> Your assignment
Copy out the entries below precisely; nothing is to be omitted.

[Saved entries]
————

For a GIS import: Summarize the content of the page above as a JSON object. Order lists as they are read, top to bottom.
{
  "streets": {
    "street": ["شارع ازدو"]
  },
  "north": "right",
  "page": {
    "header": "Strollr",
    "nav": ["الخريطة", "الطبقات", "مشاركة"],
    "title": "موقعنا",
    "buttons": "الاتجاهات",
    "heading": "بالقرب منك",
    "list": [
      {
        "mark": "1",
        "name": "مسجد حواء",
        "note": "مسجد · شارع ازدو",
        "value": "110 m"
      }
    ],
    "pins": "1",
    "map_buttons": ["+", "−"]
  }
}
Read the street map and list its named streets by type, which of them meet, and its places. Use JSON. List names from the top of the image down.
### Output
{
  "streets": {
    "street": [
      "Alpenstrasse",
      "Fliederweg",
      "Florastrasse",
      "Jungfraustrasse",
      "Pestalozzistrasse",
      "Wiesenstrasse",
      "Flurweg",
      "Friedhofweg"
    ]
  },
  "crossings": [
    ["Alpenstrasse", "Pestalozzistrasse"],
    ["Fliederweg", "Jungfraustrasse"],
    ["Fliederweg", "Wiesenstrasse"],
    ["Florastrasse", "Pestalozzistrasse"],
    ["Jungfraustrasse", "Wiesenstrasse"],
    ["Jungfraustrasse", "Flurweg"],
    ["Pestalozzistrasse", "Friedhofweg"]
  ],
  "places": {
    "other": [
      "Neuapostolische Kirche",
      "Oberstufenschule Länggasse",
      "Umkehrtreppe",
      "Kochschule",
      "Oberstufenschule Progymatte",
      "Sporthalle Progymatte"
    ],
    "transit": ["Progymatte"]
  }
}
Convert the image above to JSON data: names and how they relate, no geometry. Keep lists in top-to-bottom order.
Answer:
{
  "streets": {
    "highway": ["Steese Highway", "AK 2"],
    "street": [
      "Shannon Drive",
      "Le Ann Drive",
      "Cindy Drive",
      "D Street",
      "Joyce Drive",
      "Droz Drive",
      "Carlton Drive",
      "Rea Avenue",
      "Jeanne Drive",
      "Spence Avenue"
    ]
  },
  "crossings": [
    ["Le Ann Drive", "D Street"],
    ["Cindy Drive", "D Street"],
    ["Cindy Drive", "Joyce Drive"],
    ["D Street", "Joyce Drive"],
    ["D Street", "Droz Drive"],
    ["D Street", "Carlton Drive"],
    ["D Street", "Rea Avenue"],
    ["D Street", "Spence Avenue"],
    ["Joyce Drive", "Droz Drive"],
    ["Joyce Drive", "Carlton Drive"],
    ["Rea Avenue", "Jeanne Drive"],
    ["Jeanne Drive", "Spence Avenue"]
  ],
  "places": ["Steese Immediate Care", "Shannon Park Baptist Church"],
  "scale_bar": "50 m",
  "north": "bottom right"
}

————

> Answer for the task
For a GIS import: Summarize the content of the page above as a JSON object. Order lists as they are read, top to bottom.
{
  "streets": {
    "street": ["شارع ازدو"]
  },
  "north": "right",
  "page": {
    "header": "Strollr",
    "nav": ["الخريطة", "الطبقات", "مشاركة"],
    "title": "موقعنا",
    "buttons": "الاتجاهات",
    "heading": "بالقرب منك",
    "list": [
      {
        "mark": "1",
        "name": "مسجد حواء",
        "note": "مسجد · شارع ازدو",
        "value": "110 m"
      }
    ],
    "pins": "1",
    "map_buttons": ["+", "−"]
  }
}
Read the street map and list its named streets by type, which of them meet, and its places. Use JSON. List names from the top of the image down.
### Output
{
  "streets": {
    "street": [
      "Alpenstrasse",
      "Fliederweg",
      "Florastrasse",
      "Jungfraustrasse",
      "Pestalozzistrasse",
      "Wiesenstrasse",
      "Flurweg",
      "Friedhofweg"
    ]
  },
  "crossings": [
    ["Alpenstrasse", "Pestalozzistrasse"],
    ["Fliederweg", "Jungfraustrasse"],
    ["Fliederweg", "Wiesenstrasse"],
    ["Florastrasse", "Pestalozzistrasse"],
    ["Jungfraustrasse", "Wiesenstrasse"],
    ["Jungfraustrasse", "Flurweg"],
    ["Pestalozzistrasse", "Friedhofweg"]
  ],
  "places": {
    "other": [
      "Neuapostolische Kirche",
      "Oberstufenschule Länggasse",
      "Umkehrtreppe",
      "Kochschule",
      "Oberstufenschule Progymatte",
      "Sporthalle Progymatte"
    ],
    "transit": ["Progymatte"]
  }
}
Convert the image above to JSON data: names and how they relate, no geometry. Keep lists in top-to-bottom order.
Answer:
{
  "streets": {
    "highway": ["Steese Highway", "AK 2"],
    "street": [
      "Shannon Drive",
      "Le Ann Drive",
      "Cindy Drive",
      "D Street",
      "Joyce Drive",
      "Droz Drive",
      "Carlton Drive",
      "Rea Avenue",
      "Jeanne Drive",
      "Spence Avenue"
    ]
  },
  "crossings": [
    ["Le Ann Drive", "D Street"],
    ["Cindy Drive", "D Street"],
    ["Cindy Drive", "Joyce Drive"],
    ["D Street", "Joyce Drive"],
    ["D Street", "Droz Drive"],
    ["D Street", "Carlton Drive"],
    ["D Street", "Rea Avenue"],
    ["D Street", "Spence Avenue"],
    ["Joyce Drive", "Droz Drive"],
    ["Joyce Drive", "Carlton Drive"],
    ["Rea Avenue", "Jeanne Drive"],
    ["Jeanne Drive", "Spence Avenue"]
  ],
  "places": ["Steese Immediate Care", "Shannon Park Baptist Church"],
  "scale_bar": "50 m",
  "north": "bottom right"
}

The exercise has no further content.